In this blog post we see how to audit Microsoft Teams to track what changes happened, when and by whom.
Must Note – The activities in the audit log is stored for 90 days.
How to access audit log
– Office 365 Security & Compliance Admin Center -> Search & investigation -> Audit log search.
Additionally, you can also use Office 365 Management API or PowerShell using Search-UnifiedAuditLog to access audit logs.
How to enable audit log
– By default, audit logs are disabled in office 365. You need to enable it to record activities.
To enable audit log in Office 365. Navigate to Security & Compliance Center -> Search & investigation -> Audit log search. Click Start recording user and admin activities then click Turn On.
Using PowerShell to enable audit log
Set-AdminAuditLogConfig -UnifiedAuditLogIngestionEnabled $true
Microsoft Teams Activities
– The below listed activities of user and admin in Microsoft Teams are recorded:
- Created team
- Deleted team
- Added channel
- Deleted channel
- Changed organization setting
- Changed team setting
- Changed channel setting
- Changed setting (legacy)
- User signed in to Teams
- Added bot to team
- Removed bot from team
- Added Tab
- Removed tab
- Added connector
- Removed Connector
When activities start showing
– Its take time for activities to written on audit logs.
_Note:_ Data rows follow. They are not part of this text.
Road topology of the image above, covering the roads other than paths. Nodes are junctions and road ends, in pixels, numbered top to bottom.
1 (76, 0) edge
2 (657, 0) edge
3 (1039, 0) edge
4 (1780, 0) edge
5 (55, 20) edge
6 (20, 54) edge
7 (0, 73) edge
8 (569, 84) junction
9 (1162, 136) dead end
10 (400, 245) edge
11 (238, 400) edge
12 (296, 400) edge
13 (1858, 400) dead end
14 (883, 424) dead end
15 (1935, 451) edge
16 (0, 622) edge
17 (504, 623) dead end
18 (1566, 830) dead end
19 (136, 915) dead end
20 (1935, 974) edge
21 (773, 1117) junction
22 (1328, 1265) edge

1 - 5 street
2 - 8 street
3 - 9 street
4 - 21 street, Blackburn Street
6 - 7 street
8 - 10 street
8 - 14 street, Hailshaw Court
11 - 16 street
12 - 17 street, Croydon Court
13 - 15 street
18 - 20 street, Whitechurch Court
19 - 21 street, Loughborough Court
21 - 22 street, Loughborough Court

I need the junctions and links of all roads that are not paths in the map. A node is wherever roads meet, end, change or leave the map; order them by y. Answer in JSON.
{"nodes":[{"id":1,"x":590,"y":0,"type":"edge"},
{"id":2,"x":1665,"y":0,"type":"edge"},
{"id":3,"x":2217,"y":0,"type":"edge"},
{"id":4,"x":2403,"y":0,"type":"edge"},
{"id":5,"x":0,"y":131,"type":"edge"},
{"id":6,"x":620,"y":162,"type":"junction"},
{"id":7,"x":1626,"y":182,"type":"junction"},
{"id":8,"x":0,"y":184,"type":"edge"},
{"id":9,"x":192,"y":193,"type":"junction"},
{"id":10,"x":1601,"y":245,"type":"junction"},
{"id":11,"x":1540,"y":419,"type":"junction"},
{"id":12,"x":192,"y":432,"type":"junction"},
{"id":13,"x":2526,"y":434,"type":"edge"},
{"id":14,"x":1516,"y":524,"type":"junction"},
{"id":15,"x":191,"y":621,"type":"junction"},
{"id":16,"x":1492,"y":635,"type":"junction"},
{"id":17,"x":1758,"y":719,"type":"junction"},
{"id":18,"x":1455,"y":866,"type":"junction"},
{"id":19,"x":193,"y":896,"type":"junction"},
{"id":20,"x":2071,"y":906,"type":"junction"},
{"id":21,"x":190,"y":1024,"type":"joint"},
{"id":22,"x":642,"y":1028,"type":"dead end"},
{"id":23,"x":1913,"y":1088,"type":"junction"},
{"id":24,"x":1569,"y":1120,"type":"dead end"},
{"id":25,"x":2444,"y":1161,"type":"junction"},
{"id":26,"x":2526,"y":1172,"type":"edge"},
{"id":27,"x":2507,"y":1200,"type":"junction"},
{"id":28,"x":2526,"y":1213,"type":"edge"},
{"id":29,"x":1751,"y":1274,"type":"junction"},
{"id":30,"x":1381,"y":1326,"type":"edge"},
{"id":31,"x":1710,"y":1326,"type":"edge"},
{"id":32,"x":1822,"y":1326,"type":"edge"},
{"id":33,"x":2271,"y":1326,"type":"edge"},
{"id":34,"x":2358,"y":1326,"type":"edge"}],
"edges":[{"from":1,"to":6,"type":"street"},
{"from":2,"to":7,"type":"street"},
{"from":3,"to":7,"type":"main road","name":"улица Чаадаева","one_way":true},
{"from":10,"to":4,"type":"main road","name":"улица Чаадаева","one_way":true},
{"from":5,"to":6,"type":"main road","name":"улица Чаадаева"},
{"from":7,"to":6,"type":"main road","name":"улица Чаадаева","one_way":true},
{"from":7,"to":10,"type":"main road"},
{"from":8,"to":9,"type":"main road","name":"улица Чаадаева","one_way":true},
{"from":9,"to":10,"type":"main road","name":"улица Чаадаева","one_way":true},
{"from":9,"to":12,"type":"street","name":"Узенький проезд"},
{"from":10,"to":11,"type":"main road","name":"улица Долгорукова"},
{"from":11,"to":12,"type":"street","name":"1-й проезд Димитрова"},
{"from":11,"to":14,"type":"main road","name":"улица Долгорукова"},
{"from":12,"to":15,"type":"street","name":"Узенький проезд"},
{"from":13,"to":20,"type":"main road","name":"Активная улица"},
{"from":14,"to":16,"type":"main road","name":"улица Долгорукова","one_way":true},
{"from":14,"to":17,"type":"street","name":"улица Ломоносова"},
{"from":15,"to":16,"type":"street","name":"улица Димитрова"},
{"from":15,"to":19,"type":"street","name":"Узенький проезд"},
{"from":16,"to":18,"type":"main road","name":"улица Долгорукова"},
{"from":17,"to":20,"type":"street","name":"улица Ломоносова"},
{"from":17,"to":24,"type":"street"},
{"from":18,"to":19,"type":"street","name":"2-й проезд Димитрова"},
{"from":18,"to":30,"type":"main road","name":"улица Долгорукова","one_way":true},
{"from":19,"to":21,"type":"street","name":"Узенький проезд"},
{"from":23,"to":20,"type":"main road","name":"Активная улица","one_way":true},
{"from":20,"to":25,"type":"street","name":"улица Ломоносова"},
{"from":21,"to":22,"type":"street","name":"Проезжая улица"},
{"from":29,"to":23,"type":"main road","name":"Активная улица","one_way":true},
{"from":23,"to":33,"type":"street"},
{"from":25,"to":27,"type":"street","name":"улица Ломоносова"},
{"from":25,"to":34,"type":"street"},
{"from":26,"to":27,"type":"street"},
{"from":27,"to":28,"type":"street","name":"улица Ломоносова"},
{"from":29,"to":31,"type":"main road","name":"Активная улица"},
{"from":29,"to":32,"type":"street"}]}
Once the activity performed it takes up to 24 hours for that activity to be written to the audit logs.
Audit log search
– Their are lots of ways to search audit logs such as;
- By Start and End date and Time.
- By Specific use account.
- By Specific file/folder or site.
How Microsoft Teams activity looks
– check the below screenshot of Microsoft Teams activities in audit log.
You can search the details for specific activity.
To check specific user activity, click on User’s email address – > Recent Activity tab. It will show you all the recorded activity of that user in Microsoft Teams.
Set Alert for Specific Activity
– you can set alerts for specific activity in Microsoft Teams in order to investigate incident.
To set alert, Navigate to search console click New Alert Policy.
Name the alert such as; “Microsoft Teams Create Team Activity” or “Microsoft Teams Delete Team Activity”.
After that fill the required fields and then Filter on just the Deleted team.
Alert policy is defined. Now select the Mail Recipients, we need to list the users who should receive the alerts. Save when finished.
– Following above steps you can easily track the activities performed by users and administrator in Microsoft Teams.